=== Begin Enclosure ===

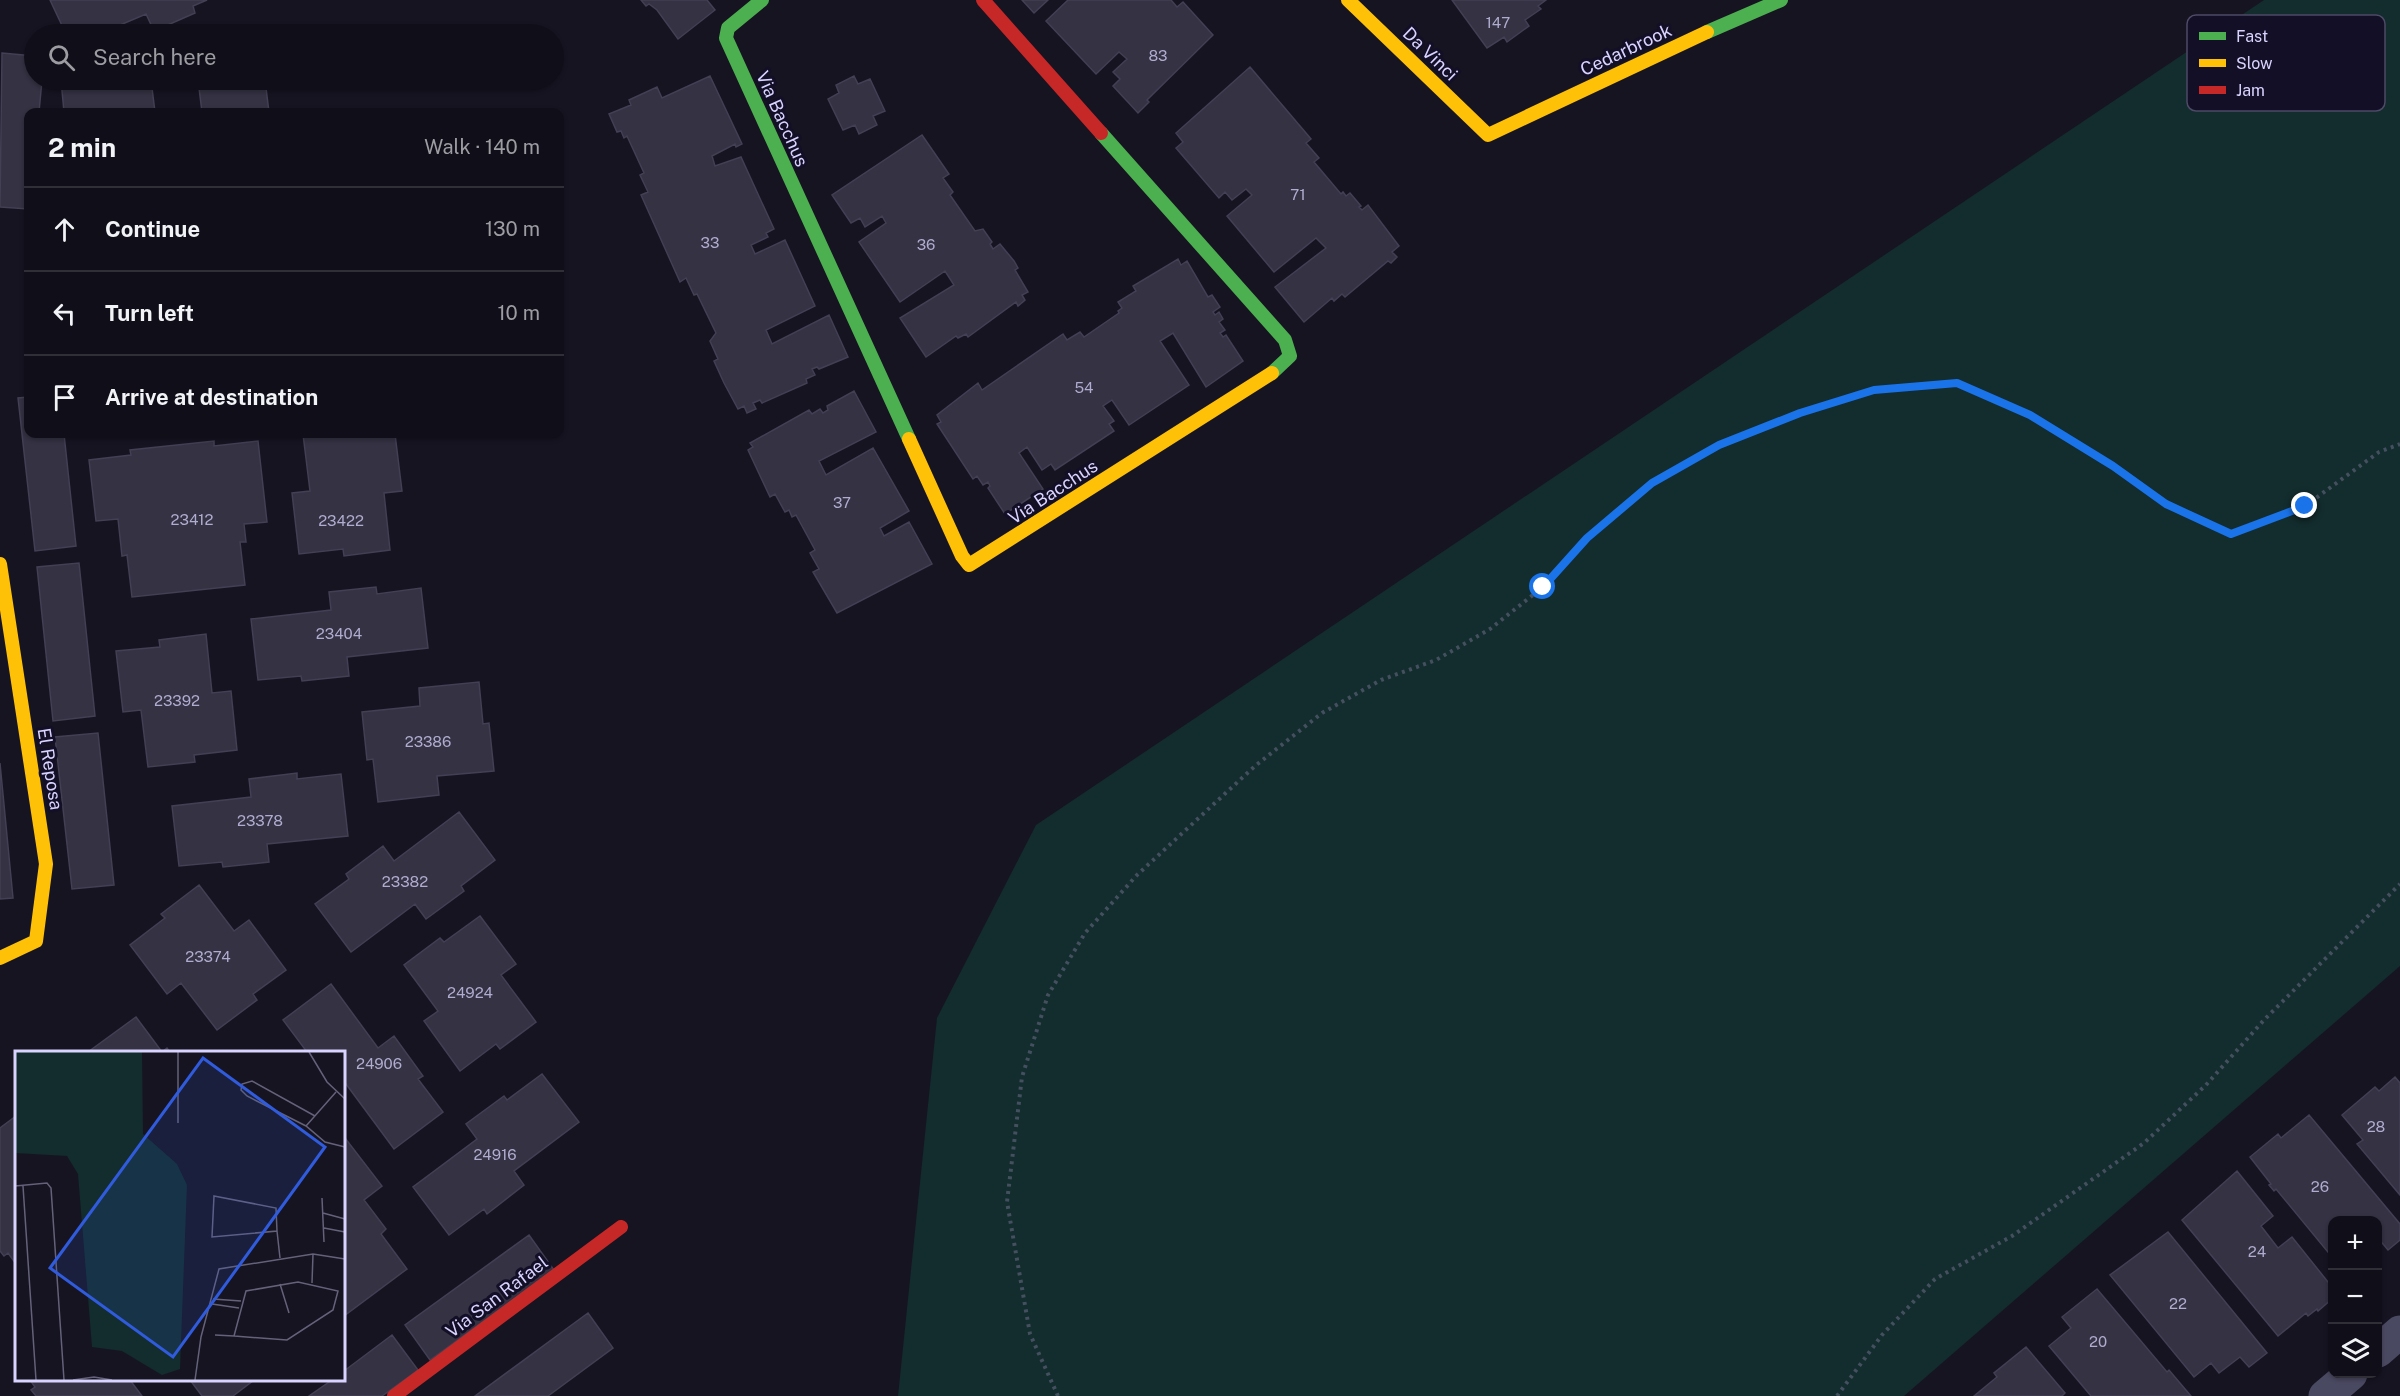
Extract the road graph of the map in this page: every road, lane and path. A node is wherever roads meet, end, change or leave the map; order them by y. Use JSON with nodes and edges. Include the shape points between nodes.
{"nodes":[{"id":1,"x":762,"y":0,"type":"edge"},
{"id":2,"x":983,"y":0,"type":"edge"},
{"id":3,"x":1348,"y":0,"type":"edge"},
{"id":4,"x":1781,"y":0,"type":"edge"},
{"id":5,"x":1736,"y":8,"type":"edge"},
{"id":6,"x":1488,"y":135,"type":"joint"},
{"id":7,"x":2400,"y":444,"type":"edge"},
{"id":8,"x":0,"y":564,"type":"edge"},
{"id":9,"x":2400,"y":884,"type":"edge"},
{"id":10,"x":0,"y":958,"type":"edge"},
{"id":11,"x":621,"y":1227,"type":"dead end"},
{"id":12,"x":2400,"y":1332,"type":"edge"},
{"id":13,"x":2382,"y":1348,"type":"edge"},
{"id":14,"x":2346,"y":1378,"type":"edge"},
{"id":15,"x":394,"y":1396,"type":"edge"},
{"id":16,"x":1058,"y":1396,"type":"edge"},
{"id":17,"x":1837,"y":1396,"type":"edge"},
{"id":18,"x":2325,"y":1396,"type":"edge"}],
"edges":[{"from":1,"to":2,"type":"street","name":"Via Bacchus","via":[[728,28],[726,38],[969,565],[1278,369],[1290,356],[1285,340]]},
{"from":3,"to":6,"type":"street","name":"Da Vinci"},
{"from":4,"to":5,"type":"street","name":"Cedarbrook"},
{"from":5,"to":6,"type":"street","name":"Cedarbrook"},
{"from":7,"to":16,"type":"path","via":[[2379,452],[2305,506],[2231,534],[2166,504],[2030,415],[1957,383],[1874,390],[1800,413],[1719,445],[1652,483],[1587,538],[1543,587],[1490,628],[1436,660],[1381,680],[1322,713],[1255,766],[1137,875],[1085,933],[1047,995],[1022,1077],[1007,1202],[1030,1334]]},
{"from":8,"to":10,"type":"street","name":"El Reposa","via":[[46,864],[36,941]]},
{"from":9,"to":17,"type":"path","via":[[2264,1020],[2206,1085],[2144,1143],[2012,1236],[1935,1280],[1882,1335]]},
{"from":11,"to":15,"type":"street","name":"Via San Rafael"},
{"from":12,"to":13,"type":"street"},
{"from":14,"to":18,"type":"street"}]}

=== End Enclosure ===

With the pictures set aside, copy each line above as written.

Extract the road graph of the map in this page: every road, lane and path. A node is wherever roads meet, end, change or leave the map; order them by y. Use JSON with nodes and edges. Include the shape points between nodes.
{"nodes":[{"id":1,"x":762,"y":0,"type":"edge"},
{"id":2,"x":983,"y":0,"type":"edge"},
{"id":3,"x":1348,"y":0,"type":"edge"},
{"id":4,"x":1781,"y":0,"type":"edge"},
{"id":5,"x":1736,"y":8,"type":"edge"},
{"id":6,"x":1488,"y":135,"type":"joint"},
{"id":7,"x":2400,"y":444,"type":"edge"},
{"id":8,"x":0,"y":564,"type":"edge"},
{"id":9,"x":2400,"y":884,"type":"edge"},
{"id":10,"x":0,"y":958,"type":"edge"},
{"id":11,"x":621,"y":1227,"type":"dead end"},
{"id":12,"x":2400,"y":1332,"type":"edge"},
{"id":13,"x":2382,"y":1348,"type":"edge"},
{"id":14,"x":2346,"y":1378,"type":"edge"},
{"id":15,"x":394,"y":1396,"type":"edge"},
{"id":16,"x":1058,"y":1396,"type":"edge"},
{"id":17,"x":1837,"y":1396,"type":"edge"},
{"id":18,"x":2325,"y":1396,"type":"edge"}],
"edges":[{"from":1,"to":2,"type":"street","name":"Via Bacchus","via":[[728,28],[726,38],[969,565],[1278,369],[1290,356],[1285,340]]},
{"from":3,"to":6,"type":"street","name":"Da Vinci"},
{"from":4,"to":5,"type":"street","name":"Cedarbrook"},
{"from":5,"to":6,"type":"street","name":"Cedarbrook"},
{"from":7,"to":16,"type":"path","via":[[2379,452],[2305,506],[2231,534],[2166,504],[2030,415],[1957,383],[1874,390],[1800,413],[1719,445],[1652,483],[1587,538],[1543,587],[1490,628],[1436,660],[1381,680],[1322,713],[1255,766],[1137,875],[1085,933],[1047,995],[1022,1077],[1007,1202],[1030,1334]]},
{"from":8,"to":10,"type":"street","name":"El Reposa","via":[[46,864],[36,941]]},
{"from":9,"to":17,"type":"path","via":[[2264,1020],[2206,1085],[2144,1143],[2012,1236],[1935,1280],[1882,1335]]},
{"from":11,"to":15,"type":"street","name":"Via San Rafael"},
{"from":12,"to":13,"type":"street"},
{"from":14,"to":18,"type":"street"}]}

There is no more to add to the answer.